Vu les conclusions enregistrées au greffe le 20 novembre 2015 régulièrement communiquées et reprises oralement à l’audience selon lesquelles l’Association pour la Gestion du Régime de Garantie des Créances des salariés intervenant par l’UNEDIC-CGEA de Rennes demande à la cour de :
– confirmer le jugement en toutes ses dispositions,
– subsidiairement, réduire le montant des sommes réclamées au titre de la contrepartie financière de la clause de non concurrence, au titre des heures supplémentaires et au titre du manquement à l’obligation de reclassement,
– débouter Mme X… de sa demande au titre du travail dissimulé et de sa demande de nullité du licenciement,
– mentionner de manière précise les heures supplémentaires dues avant le 30 septembre 2009, date à laquelle la dette mise à la charge de la SARL Adomeo devra être garantie par les cédants, M. Z… et Mme Y…,
– rappeler qu’aucune condamnation ne peut être prononcée à l’encontre de l’AGS-CGEA tenue à paiement dans les conditions et les limites fixées par les articles L 3253-8, L 3253-17 et D 3253-5 du code du travail.

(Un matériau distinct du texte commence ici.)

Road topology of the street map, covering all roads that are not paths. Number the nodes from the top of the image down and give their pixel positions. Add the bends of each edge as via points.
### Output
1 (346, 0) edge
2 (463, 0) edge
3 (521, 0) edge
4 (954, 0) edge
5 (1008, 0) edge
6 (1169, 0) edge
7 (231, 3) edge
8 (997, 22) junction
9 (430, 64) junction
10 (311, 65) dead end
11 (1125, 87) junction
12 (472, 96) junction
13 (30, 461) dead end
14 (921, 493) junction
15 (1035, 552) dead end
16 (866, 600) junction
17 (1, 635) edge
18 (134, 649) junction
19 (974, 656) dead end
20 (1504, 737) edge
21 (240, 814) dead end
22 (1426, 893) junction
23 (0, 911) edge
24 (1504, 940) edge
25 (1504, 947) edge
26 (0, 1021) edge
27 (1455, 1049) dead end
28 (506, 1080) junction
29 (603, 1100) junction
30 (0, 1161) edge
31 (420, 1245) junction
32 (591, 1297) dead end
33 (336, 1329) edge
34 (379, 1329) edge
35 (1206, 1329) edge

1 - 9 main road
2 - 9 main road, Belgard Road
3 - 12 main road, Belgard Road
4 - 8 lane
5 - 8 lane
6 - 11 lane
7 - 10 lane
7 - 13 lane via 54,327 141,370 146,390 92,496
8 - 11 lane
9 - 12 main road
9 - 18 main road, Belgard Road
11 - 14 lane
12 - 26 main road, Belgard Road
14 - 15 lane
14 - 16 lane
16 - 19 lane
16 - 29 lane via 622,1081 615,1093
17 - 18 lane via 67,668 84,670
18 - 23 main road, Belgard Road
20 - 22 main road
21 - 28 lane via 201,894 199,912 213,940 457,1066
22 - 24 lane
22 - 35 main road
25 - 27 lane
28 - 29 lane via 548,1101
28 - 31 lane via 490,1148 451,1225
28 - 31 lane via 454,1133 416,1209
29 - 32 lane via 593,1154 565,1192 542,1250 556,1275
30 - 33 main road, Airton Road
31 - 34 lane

Il soutient essentiellement que :
– sur la clause de non concurrence
-cette clause est parfaitement valide en ce que :
– l’employeur avait un intérêt à insérer une telle clause pour préserver ses intérêts afin d’éviter en cas de départ de la salariée, occupant des fonctions techniques et administratives et de gestion dans une petite structure, que la clientèle ne la suive dans le cadre d’une société concurrente ou à son propre compte,
– la distance de 30 km n’est pas excessive et n’interdit pas sa réinstallation,
– la contrepartie financière de 15 % était adaptée ;
– si cette clause est déclarée nulle, le montant des dommages et intérêts devra être réduit, la salariée ne justifiant pas des revenus perçus durant la période de formation et ayant fait le choix d’une reconversion,
– la garantie de l’AGS n’est pas acquise pour une telle créance ne résultant pas de l’exécution du contrat de travail mais d’une action ne responsabilité à l’encontre de l’employeur,
– sur les heures supplémentaires :
– l’employeur n’a pas demandé à Mme X… de faire des heures supplémentaires,
– il lui avait confié des tâches administratives en complément de son activité d’auxiliaire de vie qui ne l’occupait que 10 à 15 heures par semaine selon les propres déclarations de la salariée,
– elle n’était pas la seule à assurer la permanence de l’accueil,
– l’appelante avait accès de son domicile aux logiciels de l’entreprise lui permettant d’envoyer des courriels à partir de son adresse professionnelle,
– le fait qu’elle soit présente parfois à des heures tardives sur son lieu de travail n’est pas suffisamment précis sur les jours, semaines et mois concernés,
– elle généralise la durée de travail sans en rapporter la preuve des horaires effectués ;
– sur le travail dissimulé :
– la salariée n’a jamais formulé la moindre demande d’heures supplémentaires,
– l’employeur souvent absent des locaux administratifs n’était pas en mesure, faute de réclamation, de déterminer les éventuels dépassements d’horaires,
– faute de démontrer l’intention de l’employeur de dissimuler les heures supplémentaires, la salariée n’est pas fondée à réclamer l’indemnité forfaitaire au titre du travail dissimulé ;
– sur l’obligation de reclassement :
– le médecin du travail s’est rendu à deux reprises dans les locaux de l’entreprise afin d’apprécier au plus juste l’aptitude de la salariée à reprendre son poste de travail et a étudié les possibilités de reclassement, après entretien avec l’employeur,
– la société Adomeo Laval dont la taille est modeste, ne peut donc pas se voir reprocher un manquement à son obligation de reclassement,
– subsidiairement, l’indemnisation doit être réduite en l’absence de justificatifs sur le préjudice réellement subi par la salariée,
– sur les limites de la garantie de l’AGS :
– la garantie de l’AGS ne peut jouer que pour les demandes formulées à l’encontre de la société Axeo Laval devenue Adomeo Laval, qui a fait l’objet de la liquidation judiciaire prononcée le 17 octobre 2012,
– aucune garantie n’est due pour les sommes dues avant le 30 septembre 2009, date à laquelle toute dette devrait être garantie par les cédants des parts sociales, M. Z… et Mme Y….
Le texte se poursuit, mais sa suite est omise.